§ The task:
Return, from the listing that follows, each line containing the word "العباسى".

________________

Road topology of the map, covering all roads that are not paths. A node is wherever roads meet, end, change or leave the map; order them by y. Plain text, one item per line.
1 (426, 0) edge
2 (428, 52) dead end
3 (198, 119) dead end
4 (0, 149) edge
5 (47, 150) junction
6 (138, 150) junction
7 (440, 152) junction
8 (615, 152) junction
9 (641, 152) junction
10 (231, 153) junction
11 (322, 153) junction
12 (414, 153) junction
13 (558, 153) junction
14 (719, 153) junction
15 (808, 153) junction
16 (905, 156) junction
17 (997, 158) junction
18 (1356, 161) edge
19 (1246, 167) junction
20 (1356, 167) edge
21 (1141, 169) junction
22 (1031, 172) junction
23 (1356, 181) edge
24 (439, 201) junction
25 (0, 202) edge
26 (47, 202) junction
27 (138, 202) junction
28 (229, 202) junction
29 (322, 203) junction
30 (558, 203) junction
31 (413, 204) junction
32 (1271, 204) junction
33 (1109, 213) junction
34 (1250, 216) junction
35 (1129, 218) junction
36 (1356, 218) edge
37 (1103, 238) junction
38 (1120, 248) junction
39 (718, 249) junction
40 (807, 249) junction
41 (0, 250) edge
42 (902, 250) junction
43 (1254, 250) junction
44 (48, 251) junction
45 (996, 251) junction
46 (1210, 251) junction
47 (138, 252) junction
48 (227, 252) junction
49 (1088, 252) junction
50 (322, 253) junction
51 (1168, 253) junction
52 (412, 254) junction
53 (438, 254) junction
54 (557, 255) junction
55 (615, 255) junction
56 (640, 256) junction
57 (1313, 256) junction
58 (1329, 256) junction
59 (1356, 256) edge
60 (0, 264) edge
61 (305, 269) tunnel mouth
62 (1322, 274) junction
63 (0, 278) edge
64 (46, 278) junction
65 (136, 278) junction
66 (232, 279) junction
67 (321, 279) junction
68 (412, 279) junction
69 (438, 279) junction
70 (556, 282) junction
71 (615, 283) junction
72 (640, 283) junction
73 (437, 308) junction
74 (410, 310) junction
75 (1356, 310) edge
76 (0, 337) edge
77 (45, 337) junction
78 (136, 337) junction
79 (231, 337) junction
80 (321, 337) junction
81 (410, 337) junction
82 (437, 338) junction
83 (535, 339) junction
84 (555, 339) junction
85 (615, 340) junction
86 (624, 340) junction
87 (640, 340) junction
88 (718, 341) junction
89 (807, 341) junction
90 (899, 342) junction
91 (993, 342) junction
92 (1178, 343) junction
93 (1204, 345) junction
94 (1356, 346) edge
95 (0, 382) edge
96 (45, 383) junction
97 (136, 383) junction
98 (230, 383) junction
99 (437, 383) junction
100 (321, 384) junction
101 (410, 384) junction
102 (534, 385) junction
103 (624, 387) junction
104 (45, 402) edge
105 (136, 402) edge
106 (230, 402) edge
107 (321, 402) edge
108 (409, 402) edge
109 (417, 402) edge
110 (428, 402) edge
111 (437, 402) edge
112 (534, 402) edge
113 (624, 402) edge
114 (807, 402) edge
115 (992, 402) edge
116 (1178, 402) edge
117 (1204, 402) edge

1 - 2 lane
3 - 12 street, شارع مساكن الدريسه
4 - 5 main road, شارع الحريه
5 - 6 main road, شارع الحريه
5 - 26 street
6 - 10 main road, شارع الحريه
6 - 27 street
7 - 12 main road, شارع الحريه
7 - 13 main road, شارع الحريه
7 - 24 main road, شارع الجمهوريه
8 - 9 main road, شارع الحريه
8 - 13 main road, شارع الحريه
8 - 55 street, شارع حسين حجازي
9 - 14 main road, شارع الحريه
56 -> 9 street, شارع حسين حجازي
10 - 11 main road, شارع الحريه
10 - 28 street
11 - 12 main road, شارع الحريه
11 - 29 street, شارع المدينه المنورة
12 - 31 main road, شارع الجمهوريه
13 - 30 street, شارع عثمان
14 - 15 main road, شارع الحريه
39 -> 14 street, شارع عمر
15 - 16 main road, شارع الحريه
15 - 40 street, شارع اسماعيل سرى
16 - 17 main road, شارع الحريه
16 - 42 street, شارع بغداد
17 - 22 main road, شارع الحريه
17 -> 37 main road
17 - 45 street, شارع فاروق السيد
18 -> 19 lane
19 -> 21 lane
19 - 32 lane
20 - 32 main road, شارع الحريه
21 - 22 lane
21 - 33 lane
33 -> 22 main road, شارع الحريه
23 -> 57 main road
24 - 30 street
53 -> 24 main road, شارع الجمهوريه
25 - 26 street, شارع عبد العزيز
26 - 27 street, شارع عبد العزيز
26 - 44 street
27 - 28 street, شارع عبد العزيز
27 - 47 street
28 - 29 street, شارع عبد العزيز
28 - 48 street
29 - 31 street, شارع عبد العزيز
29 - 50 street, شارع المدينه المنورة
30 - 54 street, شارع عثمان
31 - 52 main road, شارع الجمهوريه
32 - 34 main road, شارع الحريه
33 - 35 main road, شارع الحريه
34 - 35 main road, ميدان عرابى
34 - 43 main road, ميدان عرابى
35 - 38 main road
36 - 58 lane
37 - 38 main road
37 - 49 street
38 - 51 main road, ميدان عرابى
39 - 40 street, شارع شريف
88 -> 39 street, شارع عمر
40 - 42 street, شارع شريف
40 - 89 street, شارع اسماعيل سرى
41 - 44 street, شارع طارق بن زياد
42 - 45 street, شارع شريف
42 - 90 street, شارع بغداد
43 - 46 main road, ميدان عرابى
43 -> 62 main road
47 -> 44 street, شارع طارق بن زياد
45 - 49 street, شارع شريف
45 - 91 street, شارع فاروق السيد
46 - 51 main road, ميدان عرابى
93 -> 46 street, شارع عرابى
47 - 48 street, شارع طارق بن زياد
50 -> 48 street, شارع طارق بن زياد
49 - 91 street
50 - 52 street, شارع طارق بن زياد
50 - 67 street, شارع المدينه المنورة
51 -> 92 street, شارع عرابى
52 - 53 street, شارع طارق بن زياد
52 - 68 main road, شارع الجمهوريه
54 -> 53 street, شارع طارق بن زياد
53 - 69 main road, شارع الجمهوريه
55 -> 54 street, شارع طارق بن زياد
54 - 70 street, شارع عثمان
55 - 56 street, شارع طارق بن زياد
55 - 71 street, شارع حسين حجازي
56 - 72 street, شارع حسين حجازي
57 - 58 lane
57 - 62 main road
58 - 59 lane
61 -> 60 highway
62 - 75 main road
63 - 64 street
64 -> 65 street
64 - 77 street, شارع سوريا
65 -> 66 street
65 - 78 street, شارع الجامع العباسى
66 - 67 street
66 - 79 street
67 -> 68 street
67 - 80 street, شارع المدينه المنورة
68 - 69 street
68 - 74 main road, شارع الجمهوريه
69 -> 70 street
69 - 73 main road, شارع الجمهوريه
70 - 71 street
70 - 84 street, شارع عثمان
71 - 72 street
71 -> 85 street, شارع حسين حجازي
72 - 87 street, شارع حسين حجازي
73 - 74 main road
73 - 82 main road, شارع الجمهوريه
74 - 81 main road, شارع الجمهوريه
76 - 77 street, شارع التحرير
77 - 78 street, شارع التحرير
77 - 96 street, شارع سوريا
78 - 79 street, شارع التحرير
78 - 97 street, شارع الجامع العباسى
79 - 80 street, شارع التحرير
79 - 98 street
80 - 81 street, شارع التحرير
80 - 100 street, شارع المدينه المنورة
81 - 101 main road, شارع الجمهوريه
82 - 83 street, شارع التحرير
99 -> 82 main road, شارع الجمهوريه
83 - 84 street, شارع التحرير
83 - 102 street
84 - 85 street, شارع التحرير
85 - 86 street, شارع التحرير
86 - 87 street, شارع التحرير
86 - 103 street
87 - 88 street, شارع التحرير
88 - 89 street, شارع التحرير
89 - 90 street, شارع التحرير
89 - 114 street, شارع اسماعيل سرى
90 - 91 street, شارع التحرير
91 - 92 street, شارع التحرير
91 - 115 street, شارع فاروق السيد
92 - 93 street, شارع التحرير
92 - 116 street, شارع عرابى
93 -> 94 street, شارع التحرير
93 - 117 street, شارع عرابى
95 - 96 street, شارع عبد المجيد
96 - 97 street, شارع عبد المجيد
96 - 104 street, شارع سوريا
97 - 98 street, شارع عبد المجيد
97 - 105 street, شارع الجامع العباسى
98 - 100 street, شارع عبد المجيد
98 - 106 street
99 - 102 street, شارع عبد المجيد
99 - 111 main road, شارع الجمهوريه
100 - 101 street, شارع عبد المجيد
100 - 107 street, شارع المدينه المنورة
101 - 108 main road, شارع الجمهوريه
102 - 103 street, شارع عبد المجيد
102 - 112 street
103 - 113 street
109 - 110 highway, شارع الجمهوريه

________________

§ Response area:
65 - 78 street, شارع الجامع العباسى
78 - 97 street, شارع الجامع العباسى
97 - 105 street, شارع الجامع العباسى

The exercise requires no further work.